The last two methods, split and join, work with a data type called Python lists, which we won’t get into too much in this class. For all intents and purposes, you can consider lists to be very similar to NumPy arrays, in that:

  • Lists are a sequence of elements in-order that can be referenced by element index.
  • Lists are zero-indexed, i.e., the first element has index 0.
  • When all list elements are the same data type, lists can be cast into NumPy arrays. (Unlike arrays, list elements can typically have different data types.)
  • Lists are displayed using square brackets (and it also accepts indexing by square brackets, unlike arrays which accept indexing with the item method. We do not cover square bracket indexing in this course).

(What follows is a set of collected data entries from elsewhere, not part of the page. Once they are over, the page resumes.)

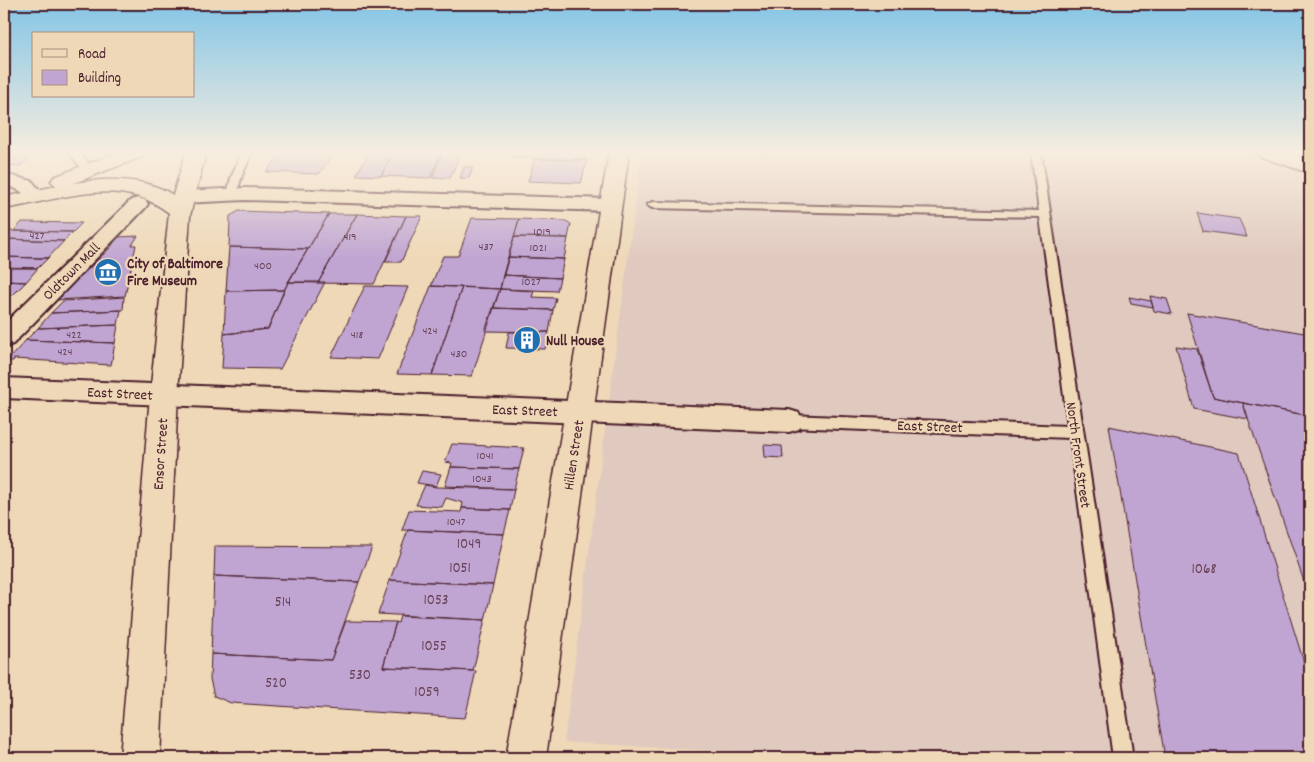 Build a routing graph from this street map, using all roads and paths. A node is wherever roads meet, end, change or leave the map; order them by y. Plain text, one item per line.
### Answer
1 (27, 188) edge
2 (43, 188) edge
3 (90, 188) edge
4 (131, 188) edge
5 (186, 188) edge
6 (234, 188) edge
7 (614, 188) edge
8 (1041, 188) edge
9 (31, 192) junction
10 (232, 194) junction
11 (4, 202) edge
12 (138, 204) dead end
13 (181, 204) junction
14 (611, 205) junction
15 (652, 205) dead end
16 (1045, 214) junction
17 (4, 338) edge
18 (11, 388) edge
19 (164, 395) junction
20 (580, 412) junction
21 (788, 420) joint
22 (1076, 432) junction
23 (140, 758) edge
24 (526, 758) edge
25 (1123, 758) edge

1 - 9 street
2 - 9 main road
3 - 11 main road
4 - 13 main road
5 - 13 main road, Ensor Street
6 - 10 lane
7 - 14 main road, Hillen Street
8 - 16 lane, North Front Street
9 - 11 main road
10 - 13 street
10 - 14 street
12 - 17 street, Oldtown Mall
13 - 19 main road, Ensor Street
14 - 20 main road, Hillen Street
15 - 16 lane
16 - 22 lane, North Front Street
18 - 19 street, East Street
19 - 20 street, East Street
19 - 23 main road, Ensor Street
20 - 21 street, East Street
20 - 24 main road, Hillen Street
21 - 22 lane, East Street
22 - 25 lane, North Front Street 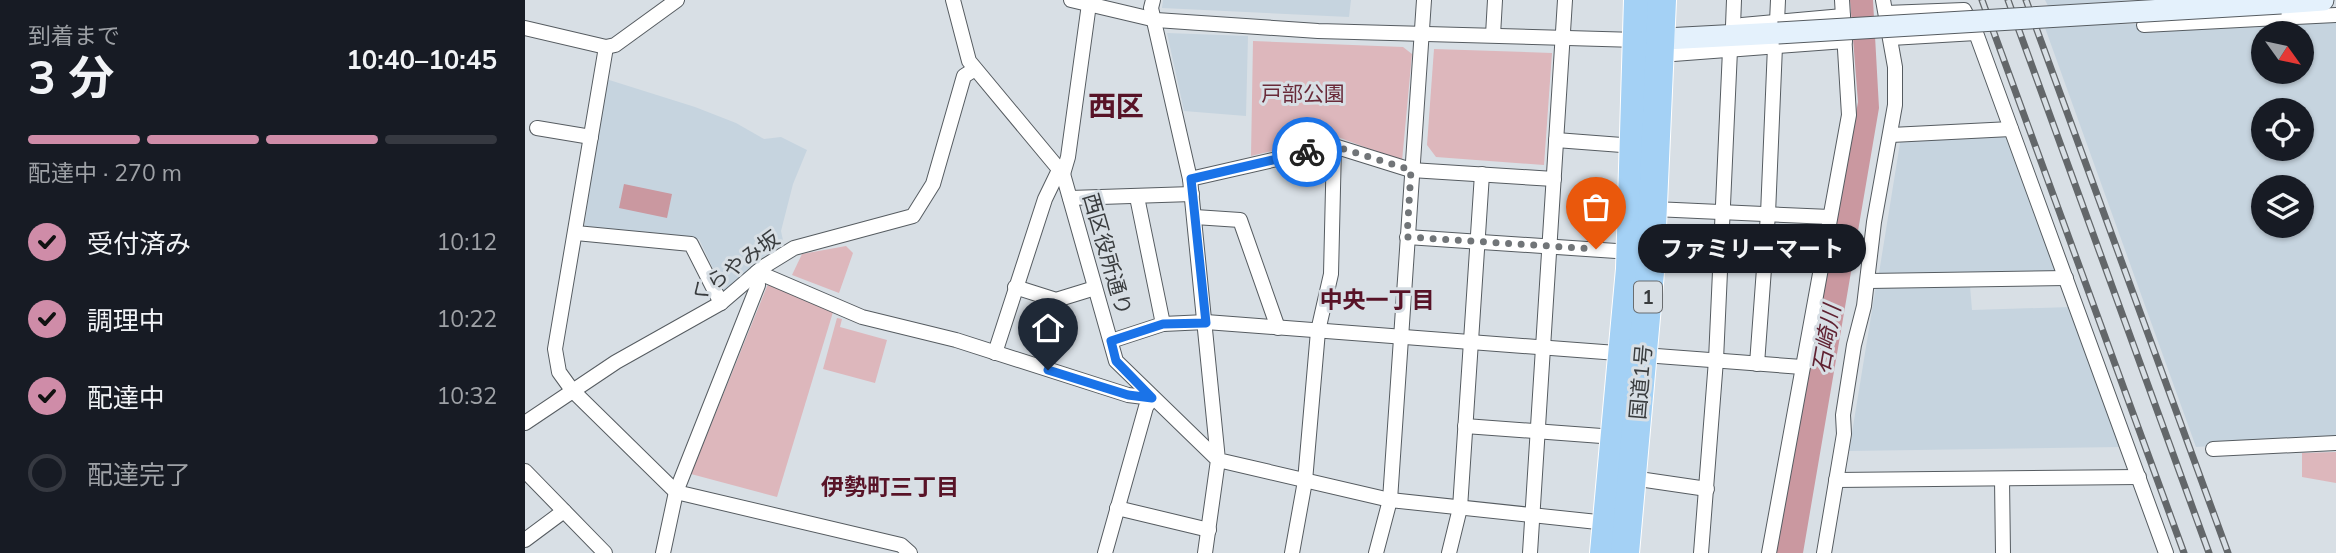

Because we primarily use NumPy arrays in this class, we recommend that you consider casting to NumPy arrays where possible with make_array.

join and split

With this understanding, in this section we clarify the return value of split (i.e., its output) and the input parameter of join (i.e., its input).

retval = s.split('iO')
retval
['JuN', 'R12']
type(retval)
list

Once we cast retval (a list) into a NumPy array, we can use the item method to get different elements of the output of split.

from datascience import *

arr = make_array(retval)
arr
array([['JuN', 'R12']], dtype=object)
arr.item(1)
'R12'

The join string method accepts a list or NumPy array as input. The following code casts the NumPy array to a list before calling join.

' '.join(make_array('hello', 'world', '!'))
'hello world !'

Notice why there is a space in-between each of the elements of the array—particularly before the exclamation mark!

A second note is that you now know two join methods: one for tables and one for strings. Be careful when reading code involving join—double-check the data types of your Python names, as this determines how a method operates!

Application: Adjusting whitespace

As you are processing data, you will find it useful to split text according to, say, whitespace, or even commas (like in CSVs, or comma-separated values). You can split and rejoin this text, so that you can process the text inside tables or arrays before moving on.

s = """Some long text string
separated by
many new lines
!"""
s
'Some long text string\nseparated by\nmany new lines\n!'
s.split('\n')
['Some long text string', 'separated by', 'many new lines', '!']
Table().with_columns("line",
s.split('\n')
)
line
Some long text string
separated by
many new lines
!